Now, as he passed his house and slid back down into the creek, he had a strange sense of deja vu. Everything about it felt eerily the same as yesterday’s hike. The same plastic grocery bag was wrapped around the same pile of sticks. The sunlight seemed held in the same position. Even the gurgle of the creek seemed to repeat itself. He shook off the feeling, and began hiking upstream.
He stayed in the creek bed, leaping from rock to rock. If he came up onto the bank, he would see houses, and that would ruin his illusion of isolation. Even when he was certain he’d escaped the boundaries of Dunam, he continued along the water, savoring the anticipation of the slow hike. He had no idea how long it took him, but eventually he heard it; the low, furious roar of the waterfall.

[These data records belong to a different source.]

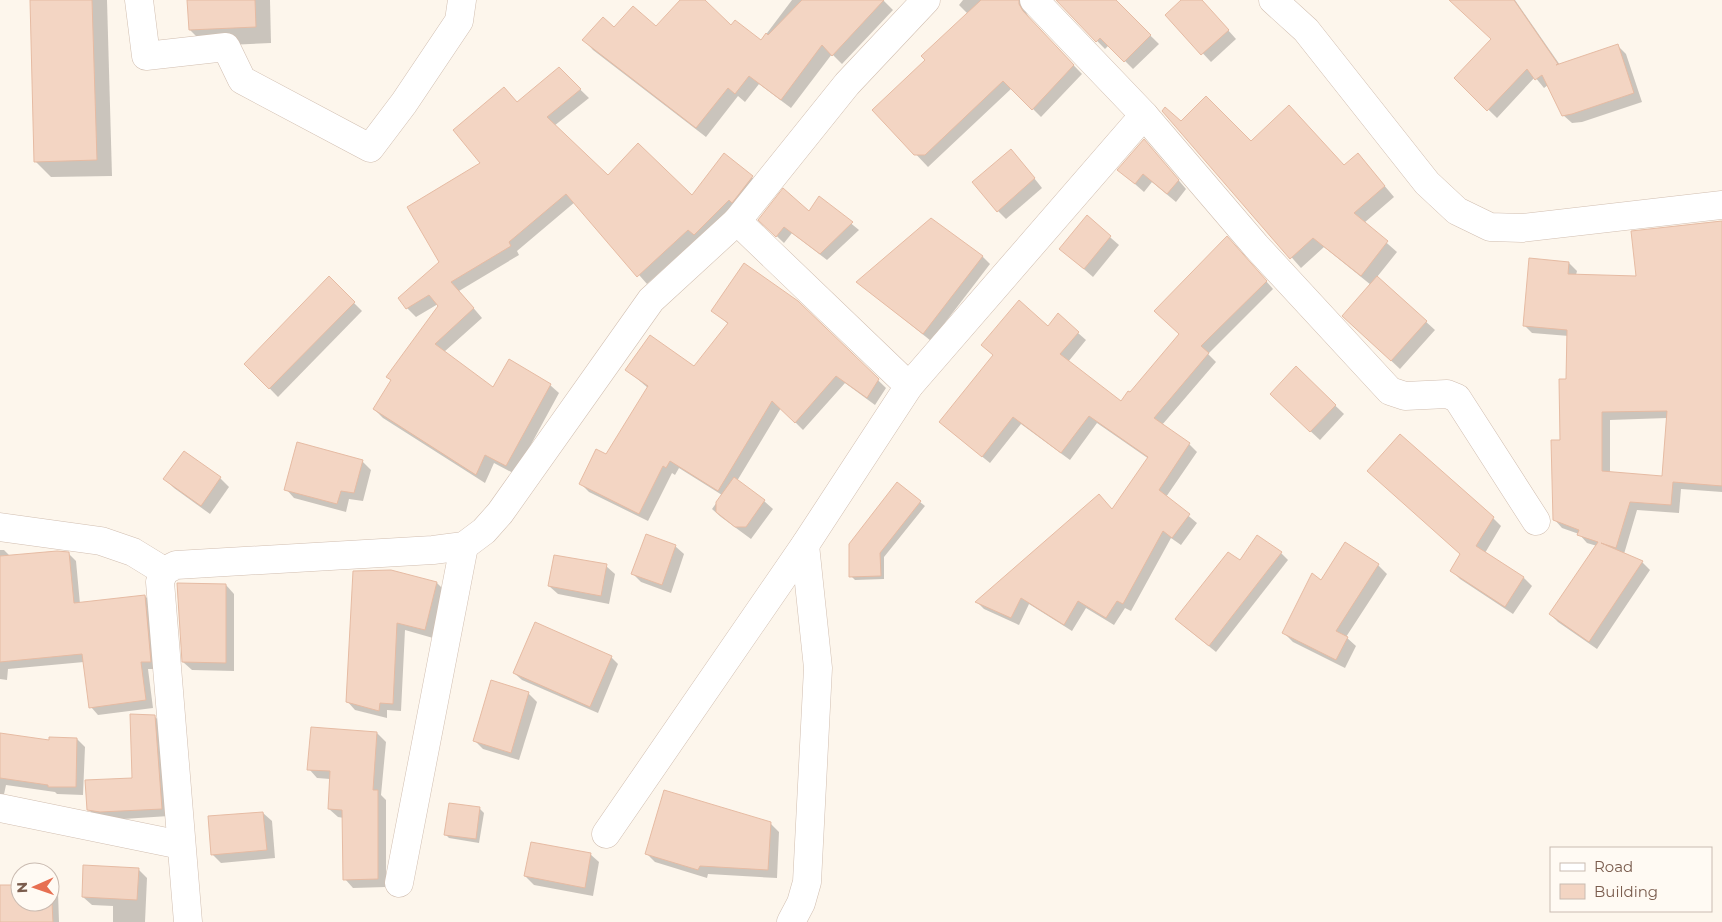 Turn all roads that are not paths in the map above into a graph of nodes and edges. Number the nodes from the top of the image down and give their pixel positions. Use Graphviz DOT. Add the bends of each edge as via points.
graph roads {
  1 [pos="138,0"];
  2 [pos="462,0"];
  3 [pos="926,0"];
  4 [pos="1034,0"];
  5 [pos="1274,0"];
  6 [pos="1144,115"];
  7 [pos="1722,205"];
  8 [pos="737,221"];
  9 [pos="909,386"];
  10 [pos="1536,521"];
  11 [pos="0,527"];
  12 [pos="805,545"];
  13 [pos="464,546"];
  14 [pos="164,571"];
  15 [pos="0,808"];
  16 [pos="606,834"];
  17 [pos="181,845"];
  18 [pos="399,883"];
  19 [pos="188,922"];
  20 [pos="791,922"];
  1 -- 2 [label="street" via="146,56 226,47 242,80 370,148 459,21"];
  3 -- 8 [label="street" via="846,84"];
  4 -- 6 [label="street"];
  5 -- 7 [label="street" via="1306,30 1427,183 1456,211 1490,227 1522,228"];
  6 -- 9 [label="street"];
  6 -- 10 [label="street" via="1256,246 1390,391 1405,396 1447,394 1457,398"];
  8 -- 9 [label="street"];
  8 -- 13 [label="street" via="652,300 500,513"];
  9 -- 12 [label="street"];
  11 -- 14 [label="street" via="101,541 133,552"];
  12 -- 16 [label="street"];
  12 -- 20 [label="street" via="818,668 807,882"];
  13 -- 14 [label="street" via="176,565"];
  13 -- 18 [label="street"];
  14 -- 17 [label="street" via="160,582"];
  15 -- 17 [label="street"];
  17 -- 19 [label="street"];
} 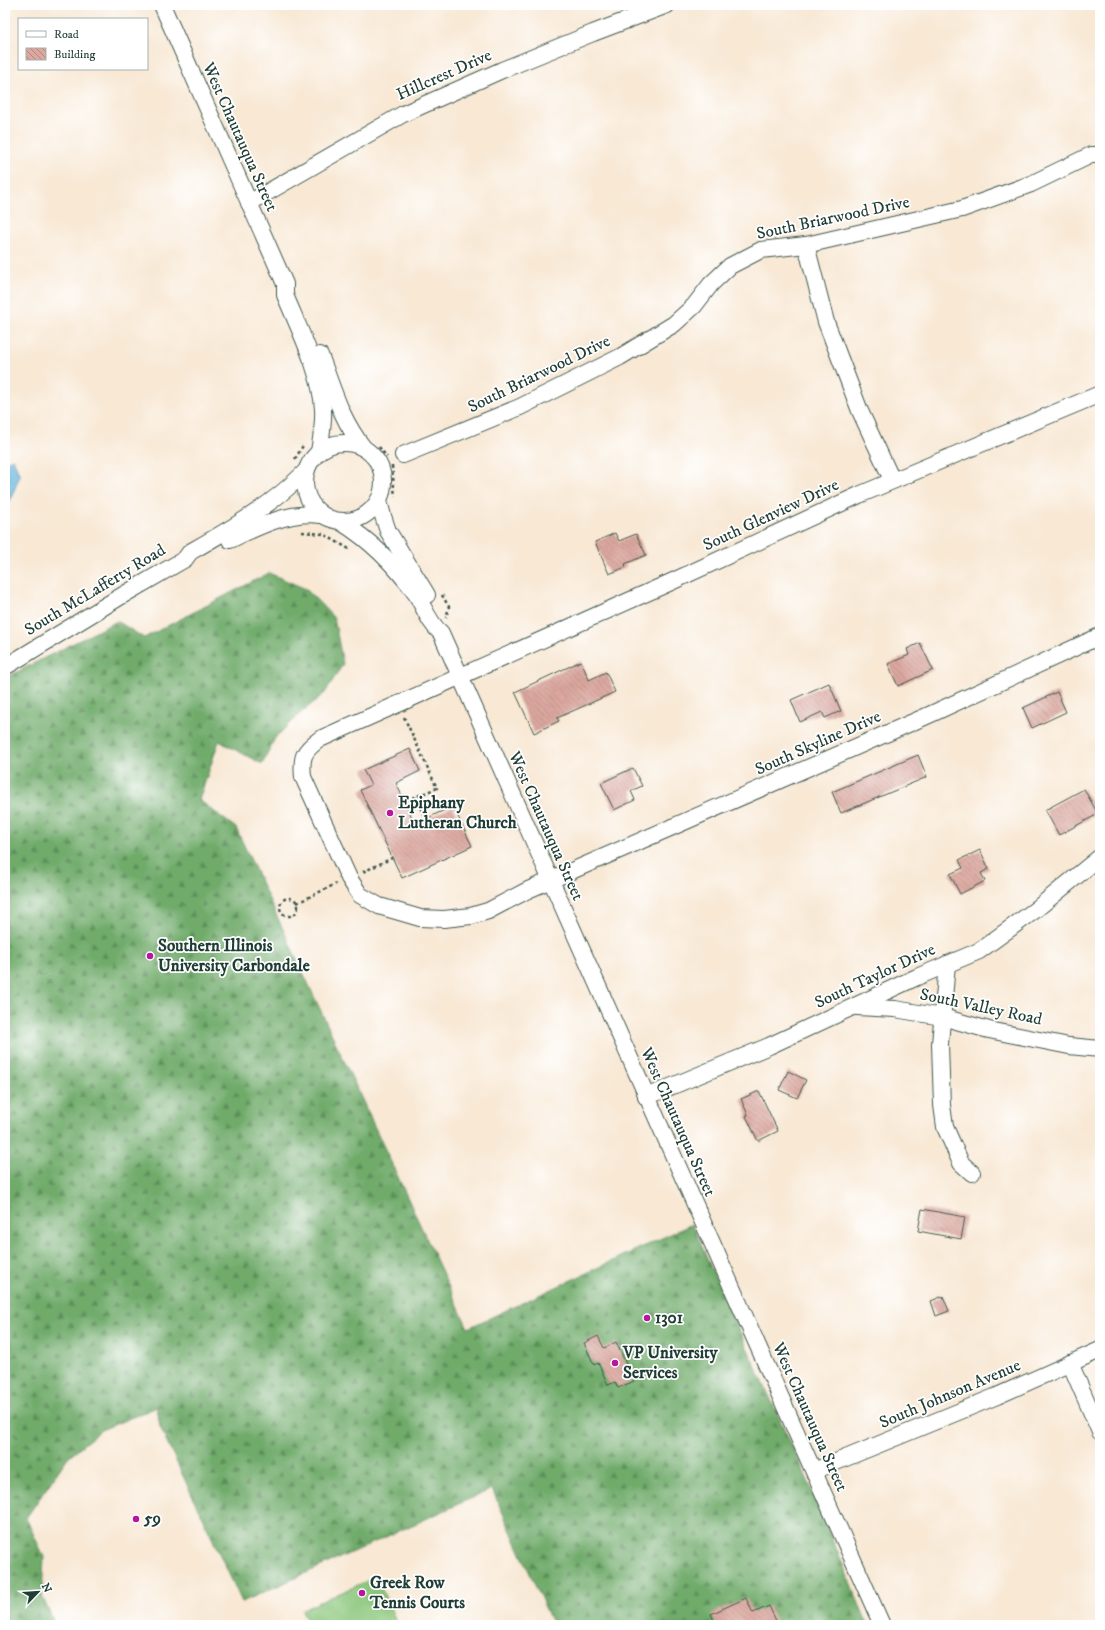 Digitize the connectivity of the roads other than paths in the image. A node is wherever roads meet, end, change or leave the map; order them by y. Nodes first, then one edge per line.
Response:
1 (162, 5) edge
2 (667, 5) edge
3 (1100, 155) edge
4 (249, 203) junction
5 (806, 245) junction
6 (285, 284) junction
7 (1100, 394) edge
8 (370, 446) junction
9 (319, 452) junction
10 (403, 456) dead end
11 (306, 471) junction
12 (892, 480) junction
13 (387, 501) junction
14 (321, 515) junction
15 (340, 522) junction
16 (185, 559) junction
17 (441, 633) junction
18 (1100, 636) edge
19 (5, 667) edge
20 (460, 676) junction
21 (1100, 857) edge
22 (349, 878) joint
23 (550, 882) junction
24 (947, 964) junction
25 (854, 1007) junction
26 (942, 1017) junction
27 (1100, 1049) edge
28 (646, 1097) junction
29 (972, 1173) dead end
30 (1100, 1350) edge
31 (1070, 1363) junction
32 (1100, 1432) edge
33 (814, 1471) junction
34 (882, 1625) edge

1 - 4 street, West Chautauqua Street
2 - 4 street, Hillcrest Drive
3 - 5 street, South Briarwood Drive
4 - 6 street, West Chautauqua Street
5 - 10 street, South Briarwood Drive
5 - 12 street
6 - 8 street, West Chautauqua Street
6 - 9 street, West Chautauqua Street
7 - 12 street, South Glenview Drive
8 - 9 street, West Chautauqua Street
8 - 13 street, West Chautauqua Street
9 - 11 street, West Chautauqua Street
11 - 14 street
11 - 16 street, South McLafferty Road
12 - 20 street, South Glenview Drive
13 - 15 street, West Chautauqua Street
13 - 17 street, West Chautauqua Street
14 - 15 street, West Chautauqua Street
14 - 16 street, South McLafferty Road
15 - 17 street, West Chautauqua Street
16 - 19 street, South McLafferty Road
17 - 20 street, West Chautauqua Street
18 - 23 street, South Skyline Drive
20 - 22 street, South Glenview Drive
20 - 23 street, West Chautauqua Street
21 - 24 street, South Taylor Drive
22 - 23 street, South Skyline Drive
23 - 28 street, West Chautauqua Street
24 - 25 street, South Taylor Drive
24 - 26 street
25 - 26 street, South Valley Road
25 - 28 street, South Taylor Drive
26 - 27 street, South Valley Road
26 - 29 street
28 - 33 street, West Chautauqua Street
30 - 31 street, South Johnson Avenue
31 - 32 street
31 - 33 street, South Johnson Avenue
33 - 34 street, West Chautauqua Street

He came around a bend in the creek, and there it was. Rock Ridge, the locals called it. It was only slightly taller than he was. The pool at the base was not deep, but clear and wide. At one point it had been a fashionable spot to bring dogs but had fallen out of favor for other, more beautiful waterfalls. The Rainier beer cans nestled in the rocks were faded and sunbleached.

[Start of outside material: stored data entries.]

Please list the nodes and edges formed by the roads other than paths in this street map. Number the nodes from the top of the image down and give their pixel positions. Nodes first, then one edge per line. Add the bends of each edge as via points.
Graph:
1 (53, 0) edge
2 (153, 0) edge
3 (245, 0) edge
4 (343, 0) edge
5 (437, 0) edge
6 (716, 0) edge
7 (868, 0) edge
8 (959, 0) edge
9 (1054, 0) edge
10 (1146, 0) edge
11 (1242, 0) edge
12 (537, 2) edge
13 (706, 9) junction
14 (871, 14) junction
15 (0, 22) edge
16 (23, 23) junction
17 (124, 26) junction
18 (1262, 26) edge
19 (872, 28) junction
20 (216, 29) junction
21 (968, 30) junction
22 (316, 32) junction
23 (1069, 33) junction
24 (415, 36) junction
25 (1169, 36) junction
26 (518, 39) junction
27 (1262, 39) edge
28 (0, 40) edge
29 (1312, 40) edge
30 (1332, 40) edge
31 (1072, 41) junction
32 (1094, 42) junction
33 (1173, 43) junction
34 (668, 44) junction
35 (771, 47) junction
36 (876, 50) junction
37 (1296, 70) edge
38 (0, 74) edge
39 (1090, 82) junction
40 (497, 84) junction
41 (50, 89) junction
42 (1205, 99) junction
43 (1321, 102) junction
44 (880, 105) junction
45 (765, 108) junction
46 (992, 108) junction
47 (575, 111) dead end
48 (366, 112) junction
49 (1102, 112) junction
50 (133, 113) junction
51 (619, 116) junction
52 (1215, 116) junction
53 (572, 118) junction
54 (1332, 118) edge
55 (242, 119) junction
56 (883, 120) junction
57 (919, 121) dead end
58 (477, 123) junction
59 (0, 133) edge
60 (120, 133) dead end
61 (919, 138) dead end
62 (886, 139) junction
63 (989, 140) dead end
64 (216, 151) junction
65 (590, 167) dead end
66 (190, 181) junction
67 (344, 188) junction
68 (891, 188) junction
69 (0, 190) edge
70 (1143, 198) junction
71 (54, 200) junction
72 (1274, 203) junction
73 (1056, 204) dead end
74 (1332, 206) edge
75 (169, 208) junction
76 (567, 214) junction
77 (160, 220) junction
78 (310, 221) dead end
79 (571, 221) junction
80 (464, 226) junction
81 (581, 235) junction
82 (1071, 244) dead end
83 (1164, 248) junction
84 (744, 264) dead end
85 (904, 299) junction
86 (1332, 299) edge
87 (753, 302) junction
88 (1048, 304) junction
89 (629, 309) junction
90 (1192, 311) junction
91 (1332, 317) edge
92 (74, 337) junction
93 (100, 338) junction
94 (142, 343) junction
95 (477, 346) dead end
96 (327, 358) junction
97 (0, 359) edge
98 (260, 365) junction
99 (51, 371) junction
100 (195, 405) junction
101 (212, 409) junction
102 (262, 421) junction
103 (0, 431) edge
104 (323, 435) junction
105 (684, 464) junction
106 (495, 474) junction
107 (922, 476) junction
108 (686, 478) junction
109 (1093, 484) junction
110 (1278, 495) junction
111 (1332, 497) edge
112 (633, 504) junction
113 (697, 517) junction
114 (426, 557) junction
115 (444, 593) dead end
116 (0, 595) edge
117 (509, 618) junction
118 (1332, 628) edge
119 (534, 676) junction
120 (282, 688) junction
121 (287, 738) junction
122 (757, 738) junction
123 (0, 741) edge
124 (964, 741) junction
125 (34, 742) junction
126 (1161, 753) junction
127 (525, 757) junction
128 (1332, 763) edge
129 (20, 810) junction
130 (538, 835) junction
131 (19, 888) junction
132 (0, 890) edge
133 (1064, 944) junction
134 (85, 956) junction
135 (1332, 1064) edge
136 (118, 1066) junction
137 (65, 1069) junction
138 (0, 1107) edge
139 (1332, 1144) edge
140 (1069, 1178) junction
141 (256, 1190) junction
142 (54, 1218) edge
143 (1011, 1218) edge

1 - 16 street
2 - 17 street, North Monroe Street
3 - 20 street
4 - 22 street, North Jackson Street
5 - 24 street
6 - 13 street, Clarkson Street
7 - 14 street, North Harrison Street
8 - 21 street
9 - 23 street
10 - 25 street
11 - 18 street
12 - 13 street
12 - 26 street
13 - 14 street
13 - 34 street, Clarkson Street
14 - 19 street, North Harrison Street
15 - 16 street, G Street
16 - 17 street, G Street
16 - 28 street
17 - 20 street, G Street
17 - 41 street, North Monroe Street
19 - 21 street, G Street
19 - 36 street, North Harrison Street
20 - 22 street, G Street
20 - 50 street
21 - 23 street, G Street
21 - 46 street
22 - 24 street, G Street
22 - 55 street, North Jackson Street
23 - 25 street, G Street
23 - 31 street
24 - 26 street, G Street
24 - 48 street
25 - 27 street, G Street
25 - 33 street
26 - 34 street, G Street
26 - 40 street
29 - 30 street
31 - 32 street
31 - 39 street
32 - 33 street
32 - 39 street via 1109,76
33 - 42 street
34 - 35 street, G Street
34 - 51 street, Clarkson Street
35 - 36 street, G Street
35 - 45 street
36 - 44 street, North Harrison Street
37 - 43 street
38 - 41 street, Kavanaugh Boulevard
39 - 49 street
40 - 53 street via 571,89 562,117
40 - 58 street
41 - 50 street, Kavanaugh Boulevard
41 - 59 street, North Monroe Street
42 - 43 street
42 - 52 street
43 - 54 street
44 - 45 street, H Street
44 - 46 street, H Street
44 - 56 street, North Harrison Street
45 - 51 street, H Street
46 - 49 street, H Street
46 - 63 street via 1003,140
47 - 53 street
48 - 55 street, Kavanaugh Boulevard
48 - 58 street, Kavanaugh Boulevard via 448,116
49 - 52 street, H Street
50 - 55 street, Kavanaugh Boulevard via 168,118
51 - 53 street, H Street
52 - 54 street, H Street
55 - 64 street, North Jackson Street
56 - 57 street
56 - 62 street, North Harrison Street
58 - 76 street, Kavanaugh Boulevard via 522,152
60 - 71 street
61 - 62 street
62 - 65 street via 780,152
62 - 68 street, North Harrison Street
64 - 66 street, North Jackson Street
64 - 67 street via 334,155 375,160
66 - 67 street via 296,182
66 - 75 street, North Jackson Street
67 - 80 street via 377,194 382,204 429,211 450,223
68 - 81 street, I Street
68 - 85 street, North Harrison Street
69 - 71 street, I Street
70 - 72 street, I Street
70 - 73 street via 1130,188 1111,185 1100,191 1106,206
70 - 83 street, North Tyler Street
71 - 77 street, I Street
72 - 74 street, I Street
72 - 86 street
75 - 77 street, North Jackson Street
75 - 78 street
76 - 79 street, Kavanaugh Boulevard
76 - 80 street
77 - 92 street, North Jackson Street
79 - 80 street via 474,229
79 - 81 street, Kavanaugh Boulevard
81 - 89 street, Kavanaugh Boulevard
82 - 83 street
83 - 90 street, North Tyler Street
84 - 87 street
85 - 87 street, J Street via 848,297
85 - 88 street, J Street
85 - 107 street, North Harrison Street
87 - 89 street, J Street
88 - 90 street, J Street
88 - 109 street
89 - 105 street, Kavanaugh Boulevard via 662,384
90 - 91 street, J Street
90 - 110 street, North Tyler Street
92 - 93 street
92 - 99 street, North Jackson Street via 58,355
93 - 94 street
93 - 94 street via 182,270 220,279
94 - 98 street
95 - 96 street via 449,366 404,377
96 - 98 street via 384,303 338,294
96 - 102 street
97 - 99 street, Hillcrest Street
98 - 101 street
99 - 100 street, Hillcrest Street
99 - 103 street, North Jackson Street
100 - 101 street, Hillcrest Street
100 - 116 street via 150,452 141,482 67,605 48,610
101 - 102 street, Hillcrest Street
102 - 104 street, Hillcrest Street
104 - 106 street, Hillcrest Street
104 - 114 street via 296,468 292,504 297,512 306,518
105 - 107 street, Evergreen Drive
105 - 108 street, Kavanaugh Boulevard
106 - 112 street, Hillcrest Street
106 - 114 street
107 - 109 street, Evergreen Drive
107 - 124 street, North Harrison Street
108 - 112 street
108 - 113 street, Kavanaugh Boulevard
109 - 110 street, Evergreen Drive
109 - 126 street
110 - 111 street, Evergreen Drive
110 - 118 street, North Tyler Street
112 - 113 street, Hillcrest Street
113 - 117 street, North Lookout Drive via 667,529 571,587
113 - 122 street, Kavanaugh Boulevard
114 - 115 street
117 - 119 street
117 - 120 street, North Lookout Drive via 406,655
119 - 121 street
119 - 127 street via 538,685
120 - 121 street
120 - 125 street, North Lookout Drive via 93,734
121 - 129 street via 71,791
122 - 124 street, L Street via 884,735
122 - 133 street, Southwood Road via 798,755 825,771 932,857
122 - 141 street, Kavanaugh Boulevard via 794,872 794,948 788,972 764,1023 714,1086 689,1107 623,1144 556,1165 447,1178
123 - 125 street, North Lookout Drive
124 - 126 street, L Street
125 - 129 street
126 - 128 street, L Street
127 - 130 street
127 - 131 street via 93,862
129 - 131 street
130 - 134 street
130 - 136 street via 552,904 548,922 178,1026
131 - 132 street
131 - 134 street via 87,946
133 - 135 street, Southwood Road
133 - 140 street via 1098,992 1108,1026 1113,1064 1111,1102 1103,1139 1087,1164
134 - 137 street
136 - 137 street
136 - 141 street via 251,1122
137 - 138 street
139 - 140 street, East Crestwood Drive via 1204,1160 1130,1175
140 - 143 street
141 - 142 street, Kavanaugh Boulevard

Todd stepped off the creek rocks onto the bald, packed dirt where blankets used to be spread. He crept carefully along, clinging to the mossy cliff, inching toward the falls. As he neared, the mist of the falls wafted across his face, reminding him of cruel months of early spring the town had left behind. Moving slowly, he reached the spot he’d been to yesterday. Holding a tree root with his left hand, he plunged his right hand into the rocks. The rocks shimmered and flickered, as if they too were made of water. His arm fell into them, disappearing up to his elbow.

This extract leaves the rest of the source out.